Sorting data into a defined order (ascending or descending) is one of the most common operations in computing. Sorted data enables:
Bubble sort repeatedly steps through the list, compares adjacent elements, and swaps them if they are in the wrong order. The largest unsorted element "bubbles" to the end on each pass.
procedure bubbleSort(data, size)
for i = 0 to size - 2
swapped = false
for j = 0 to size - 2 - i
if data[j] > data[j + 1] then
temp = data[j]
data[j] = data[j + 1]
data[j + 1] = temp
swapped = true
endif
next j
if swapped == false then
return // already sorted — exit early
endif
next i
endprocedure
def bubble_sort(data):
n = len(data)
for i in range(n - 1):
swapped = False
for j in range(n - 1 - i):
if data[j] > data[j + 1]:
data[j], data[j + 1] = data[j + 1], data[j]
swapped = True
if not swapped:
break # already sorted
return data
Sort [5, 3, 8, 1, 2]:
Pass 1:
| Comparison | Values | Swap? | Result |
|---|---|---|---|
| [5] vs [3] | 5 > 3 | Yes | [3, 5, 8, 1, 2] |
| [5] vs [8] | 5 < 8 | No | [3, 5, 8, 1, 2] |
| [8] vs [1] | 8 > 1 | Yes | [3, 5, 1, 8, 2] |
| [8] vs [2] | 8 > 2 | Yes | [3, 5, 1, 2, 8] |
After Pass 1: [3, 5, 1, 2, 8] — 8 is in its final position.
Pass 2:
| Comparison | Values | Swap? | Result |
|---|---|---|---|
| [3] vs [5] | 3 < 5 | No | [3, 5, 1, 2, 8] |
| [5] vs [1] | 5 > 1 | Yes | [3, 1, 5, 2, 8] |
| [5] vs [2] | 5 > 2 | Yes | [3, 1, 2, 5, 8] |
After Pass 2: [3, 1, 2, 5, 8]
Pass 3: [1, 2, 3, 5, 8] — after further comparisons and swaps.

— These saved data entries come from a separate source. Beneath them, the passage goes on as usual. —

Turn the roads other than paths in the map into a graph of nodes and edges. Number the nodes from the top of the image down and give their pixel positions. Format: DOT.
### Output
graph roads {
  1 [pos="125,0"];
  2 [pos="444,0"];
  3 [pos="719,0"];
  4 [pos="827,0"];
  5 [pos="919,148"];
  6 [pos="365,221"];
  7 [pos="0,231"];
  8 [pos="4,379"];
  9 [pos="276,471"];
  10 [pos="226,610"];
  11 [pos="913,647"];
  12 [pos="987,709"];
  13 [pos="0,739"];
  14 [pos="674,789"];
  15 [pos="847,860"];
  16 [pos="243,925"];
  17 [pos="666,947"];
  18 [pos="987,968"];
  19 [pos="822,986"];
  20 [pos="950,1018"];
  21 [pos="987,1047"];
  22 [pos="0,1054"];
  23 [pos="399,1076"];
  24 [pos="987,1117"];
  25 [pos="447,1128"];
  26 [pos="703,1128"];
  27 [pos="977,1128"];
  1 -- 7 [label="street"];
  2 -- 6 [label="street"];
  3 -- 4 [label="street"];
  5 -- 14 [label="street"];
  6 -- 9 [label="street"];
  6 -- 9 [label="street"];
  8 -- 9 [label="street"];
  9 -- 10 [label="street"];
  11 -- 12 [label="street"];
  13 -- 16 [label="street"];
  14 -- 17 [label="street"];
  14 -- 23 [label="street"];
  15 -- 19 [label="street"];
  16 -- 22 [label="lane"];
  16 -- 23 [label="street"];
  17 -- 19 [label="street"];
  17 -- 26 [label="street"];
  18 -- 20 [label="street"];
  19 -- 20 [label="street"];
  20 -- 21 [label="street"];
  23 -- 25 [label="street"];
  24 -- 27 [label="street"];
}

Pass 4: No swaps needed — algorithm terminates early.
| Case | Description | Comparisons | Complexity |
|---|---|---|---|
| Best | Already sorted (with early exit) | n - 1 | O(n) |
| Worst | Reverse sorted | n(n-1)/2 | O(n^2) |
| Average | Random order | n(n-1)/4 | O(n^2) |
Insertion sort builds the sorted list one element at a time. It takes each element from the unsorted portion and inserts it into its correct position in the sorted portion.
Like sorting playing cards in your hand — you pick up one card at a time and insert it into the correct position among the cards you are already holding.